A Condition class provides the kinds of condition variables associated with monitors in other cocurrent languages, as well as pthreads condvars. Their support reduces the need for tricky and/or inefficient solutions to many classic concurrent problems. Conditions also address the annoying problem that Object.wait(msecs) does not return an indication of whether the wait timed out. This leads to error-prone code. Since this method is in class Object, the problem is basically unfixable.

To avoid compatibility problems, the names of Condition methods need to be different than Object versions. The downside of this is that people can make the mistake of calling cond.notify instead of cond.signal. However, they will get IllegalMonitorState exceptions if they do, so they can detect the error if they ever run the code.

The implementation requires VM magic to atomically suspend and release lock.

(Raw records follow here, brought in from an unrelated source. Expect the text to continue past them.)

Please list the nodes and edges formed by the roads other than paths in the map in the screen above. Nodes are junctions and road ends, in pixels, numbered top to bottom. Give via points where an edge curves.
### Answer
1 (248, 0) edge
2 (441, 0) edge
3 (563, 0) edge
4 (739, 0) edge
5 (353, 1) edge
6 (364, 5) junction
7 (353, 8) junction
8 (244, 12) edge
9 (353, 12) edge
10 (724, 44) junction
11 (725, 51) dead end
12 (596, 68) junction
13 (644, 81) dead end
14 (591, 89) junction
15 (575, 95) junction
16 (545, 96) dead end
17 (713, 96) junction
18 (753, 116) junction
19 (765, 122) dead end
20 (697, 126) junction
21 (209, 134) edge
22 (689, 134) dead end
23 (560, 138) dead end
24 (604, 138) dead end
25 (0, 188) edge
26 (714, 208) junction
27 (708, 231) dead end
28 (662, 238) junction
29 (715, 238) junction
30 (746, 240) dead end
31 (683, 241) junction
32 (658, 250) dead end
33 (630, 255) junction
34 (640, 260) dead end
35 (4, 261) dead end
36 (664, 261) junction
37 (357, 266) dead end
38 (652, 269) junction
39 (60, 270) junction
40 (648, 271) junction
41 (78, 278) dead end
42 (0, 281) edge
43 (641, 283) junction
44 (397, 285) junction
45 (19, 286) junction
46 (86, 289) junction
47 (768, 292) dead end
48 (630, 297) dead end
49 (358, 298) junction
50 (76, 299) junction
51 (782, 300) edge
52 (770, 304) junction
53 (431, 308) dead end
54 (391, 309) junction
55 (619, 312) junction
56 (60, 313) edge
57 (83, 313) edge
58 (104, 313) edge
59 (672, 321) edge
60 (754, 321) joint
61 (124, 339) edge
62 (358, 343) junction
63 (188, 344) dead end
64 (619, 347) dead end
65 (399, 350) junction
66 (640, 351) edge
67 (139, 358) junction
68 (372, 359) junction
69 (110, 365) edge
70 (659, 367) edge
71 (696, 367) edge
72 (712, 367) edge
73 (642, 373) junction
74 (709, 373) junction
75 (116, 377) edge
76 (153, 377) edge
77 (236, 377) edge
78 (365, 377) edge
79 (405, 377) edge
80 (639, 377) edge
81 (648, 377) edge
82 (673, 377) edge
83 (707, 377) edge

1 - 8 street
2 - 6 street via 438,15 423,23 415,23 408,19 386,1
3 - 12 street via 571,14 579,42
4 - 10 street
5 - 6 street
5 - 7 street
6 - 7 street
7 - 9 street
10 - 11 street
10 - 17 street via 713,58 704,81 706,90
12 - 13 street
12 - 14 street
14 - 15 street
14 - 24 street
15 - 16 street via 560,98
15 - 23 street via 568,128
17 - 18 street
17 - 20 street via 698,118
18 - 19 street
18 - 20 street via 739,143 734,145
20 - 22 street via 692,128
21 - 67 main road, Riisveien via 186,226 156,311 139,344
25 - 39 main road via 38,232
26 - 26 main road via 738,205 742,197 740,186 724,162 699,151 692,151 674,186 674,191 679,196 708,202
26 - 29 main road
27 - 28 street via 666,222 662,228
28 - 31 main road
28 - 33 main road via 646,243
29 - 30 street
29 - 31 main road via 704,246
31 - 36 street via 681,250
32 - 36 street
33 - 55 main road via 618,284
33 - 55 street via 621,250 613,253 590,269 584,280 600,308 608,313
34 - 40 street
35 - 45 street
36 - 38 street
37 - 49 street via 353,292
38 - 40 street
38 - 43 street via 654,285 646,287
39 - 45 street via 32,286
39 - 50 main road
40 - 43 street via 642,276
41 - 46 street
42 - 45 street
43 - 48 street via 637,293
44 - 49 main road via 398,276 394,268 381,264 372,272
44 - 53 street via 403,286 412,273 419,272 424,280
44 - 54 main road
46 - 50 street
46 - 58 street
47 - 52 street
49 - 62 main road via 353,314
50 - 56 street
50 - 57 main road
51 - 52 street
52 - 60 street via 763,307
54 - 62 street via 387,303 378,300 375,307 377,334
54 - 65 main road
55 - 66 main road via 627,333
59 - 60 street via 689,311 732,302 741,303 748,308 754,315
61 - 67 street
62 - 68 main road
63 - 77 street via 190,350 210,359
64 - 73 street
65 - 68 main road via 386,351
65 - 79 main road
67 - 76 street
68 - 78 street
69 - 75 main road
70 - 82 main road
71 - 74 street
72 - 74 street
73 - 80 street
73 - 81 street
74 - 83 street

But it is unlikely to be very challenging for JVM providers, since most layer Java monitors on top of posix condvars or similar low-level functionality anyway.

Atomic variables

Classes AtomicInteger, AtomicLong, AtomicDouble, AtomicFloat, and AtomicReference provide simple scalar variables supporting compareAndSwap (CAS) and related atomic operations. These are desparately needed by those performing low-level concurrent system programming, but much less commonly useful in higher-level frameworks.

Timing

Java has always supported sub-millisecond versions of several native time-out-based methods (such as Object.wait), but not methods to actually perform timing in finer-grained units. We address this by introducing class Clock, which provides multiple granularities for both accessing time and performing time-out based operations.

Synchronizers

Five classes aid common special-purpose synchronization idioms. Semaphores and FifoSemaphores are classic concurrency tools. Latches are very simple yet very common objects useful for blocking until a single signal, event, or condition holds. CyclicBarriers are resettable multiway synchronization points very common in some styles of parallel programming. Exchangers allow two threads to exchange objects at a rendezvous point.

Concurrent Collections

JSR 166 will supply a few Collection implementations designed for use in multithreaded contexts: ConcurrentHashTable, CopyOnWriteArrayList, and CopyOnWriteArraySet.

Uncaught Exception Handlers

The java.lang.Thread class will be modified to allow per-thread installation of handlers for uncaught exceptions. Ths optionally disassociates these handlers from ThreadGroups, which has proven to be too inflexible in many multithreaded programs. (Note that the combination of features in JSR 166 make ThreadGroups even less likely to be used in most programs. Perhaps they will eventually be deprecated.)

Additionally, ThreadLocals will now support a means to remove a ThreadLocals, which is needed in some thread-pool and worker-thread designs.